Like most modern rings, the diamond had recorded all the significant events of the couple’s marriage, from the wedding ceremony to their son’s birth.

Kuarc extended his hand, his expression dazed. She dropped the ring in his palm. “They were married in a secret ceremony not long before the old emperor died. Your mother was pregnant with you at the time,” Zarifa explained softly. “She was a commoner, and Sevan was hoping to present his father with a fait accompli. But the emperor died, and Sevan had to leave her to take up his duties. He apparently planned to announce their marriage once he had the nobility under control. He was on his way back to claim her when he was killed.”

Kuarc blinked the eyes so like her own. “And your father knew all this?”

She nodded. “He’d planted Umar in Sevan’s entourage as a spy.

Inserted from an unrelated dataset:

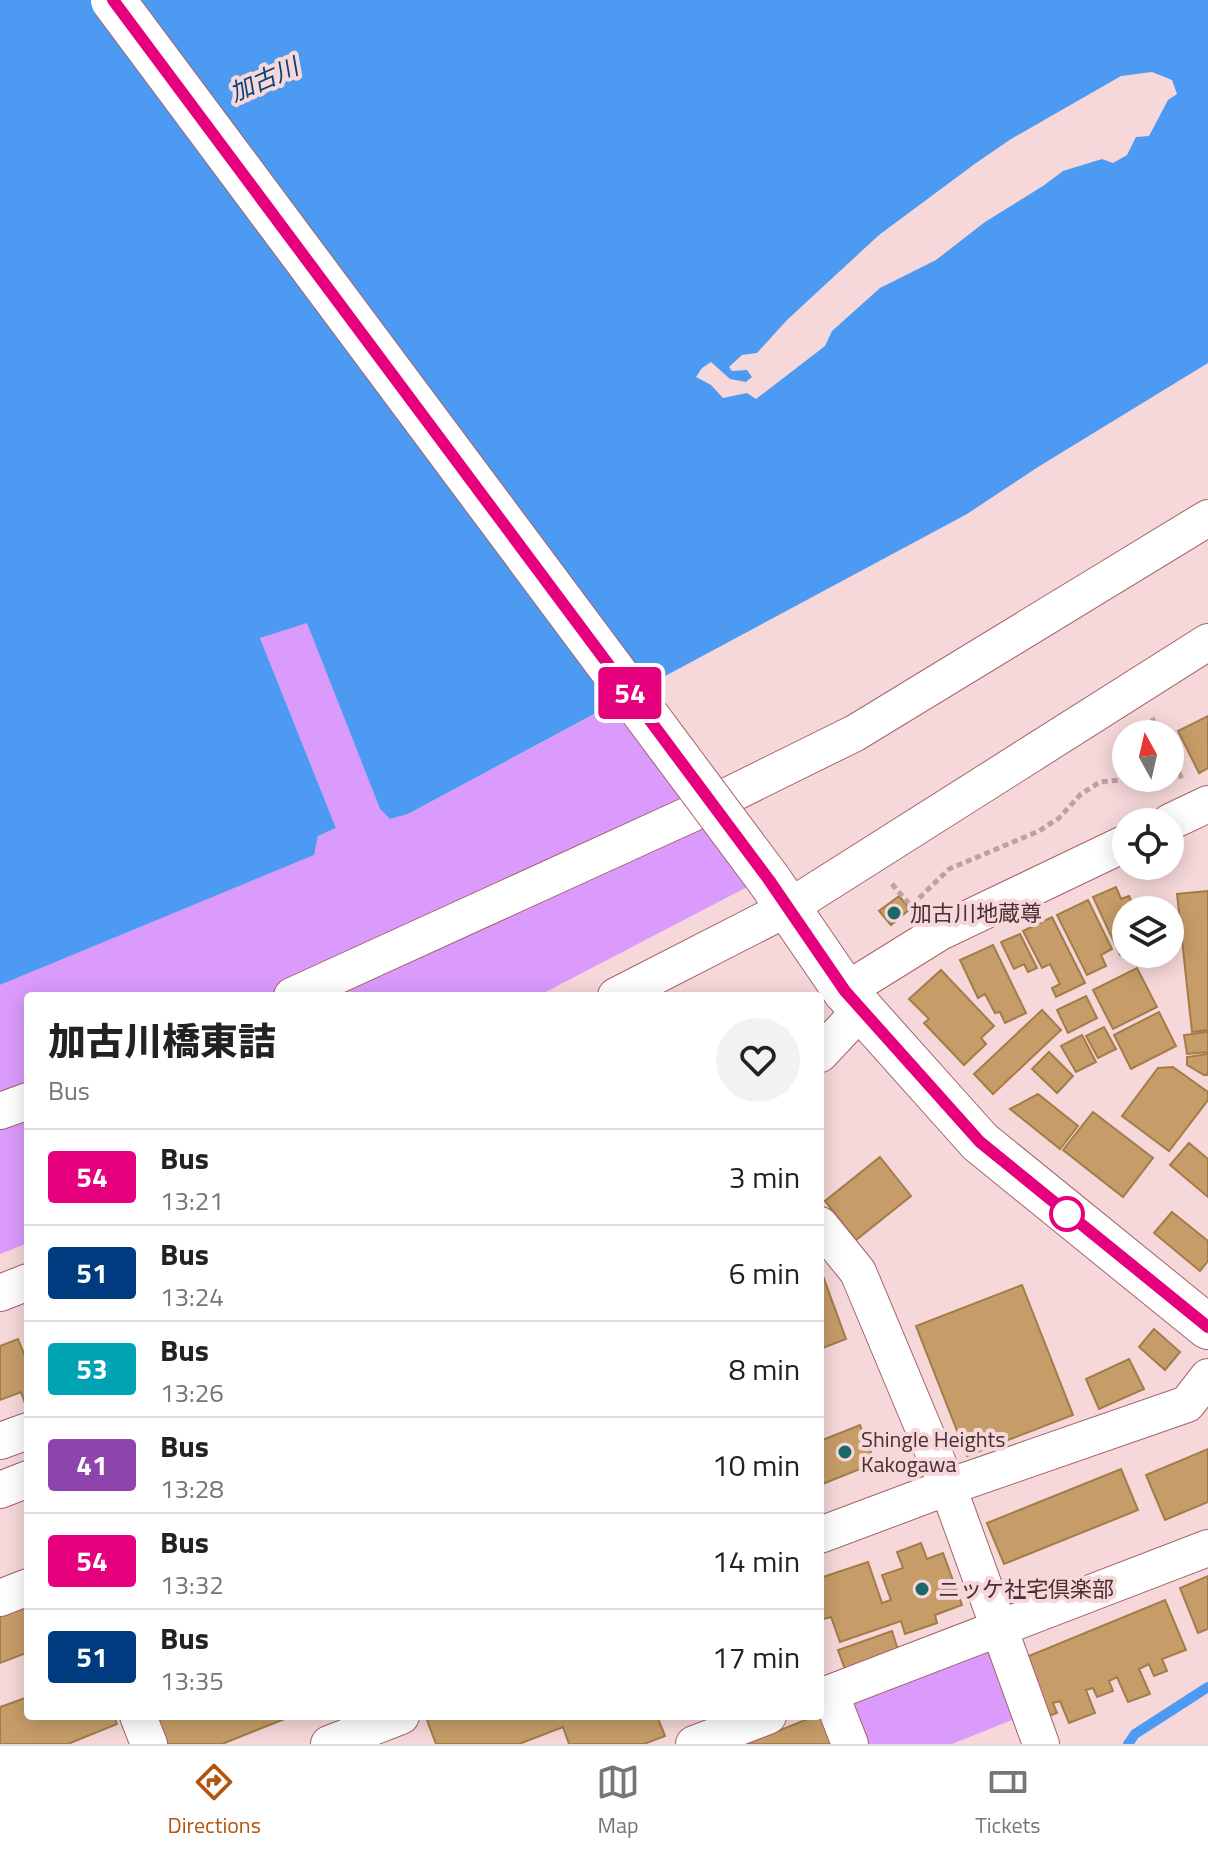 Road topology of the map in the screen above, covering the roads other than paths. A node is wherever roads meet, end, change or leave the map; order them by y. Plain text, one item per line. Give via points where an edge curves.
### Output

After the assassination, Umar convinced Lodur he could be emperor. All they had to do was conceal the fact that you were Sevan’s legitimate son. Then Umar spent the next fifteen years blackmailing my father.”

“Lodur always claimed my mother was one of the maids. Said Grandfather got rid of her.” He looked stunned. “What really happened to her?”

“She’s still alive,” Zarifa told him. “But Umar programmed her nanosystem to ensure she could never tell anyone about the marriage or about you.”

“Why didn’t they just kill me?” He stared down at the ring, visibly struggling to take it all in. “It would have been easier all the way around.”

“You were an infant, Kuarc,” Zarifa told him. “Umar floated the idea, but my father wouldn’t have it.”

“Lodur wasn’t evil,” Rance murmured, repeating what she’d said weeks before. “He just wasn’t very good.”

Mechanically, Kuarc thumbed the diamond. “Would you kiss the bride already, Sevan?” the recorded voice repeated. “I’m in the mood to get drunk.” He thumbed it again. “Would you kiss the bride already, Sevan? I’m in the mood to get drunk.”

Kuarc frowned. “That’s Edin’s voice.”

“You’re right.” Zarifa rose to her feet. “I hadn’t spoken to him in ten years, so I didn’t recognize it.”

Kuarc turned to stare at Edin. “You knew about all of this, but you never said a word.” His eyes narrowed in sudden realization—and a growing, deadly rage. “It was you. It wasn’t some madman who killed Sevan—it was you all along.”

Edin’s mouth worked, his eyes darting from side to side as he visibly considered whether to lie. Until the truth exploded from him. “Yes! Because I should have been emperor! My blood is as royal as yours—and I’m not a naive fool!”

“So you spent years betraying my father, betraying me, even betraying Umar—playing all ends against the middle.” Kuarc shook his head, a bitter twist to his lips. “You even had me believing Zarifa was involved in Lodur’s murder.”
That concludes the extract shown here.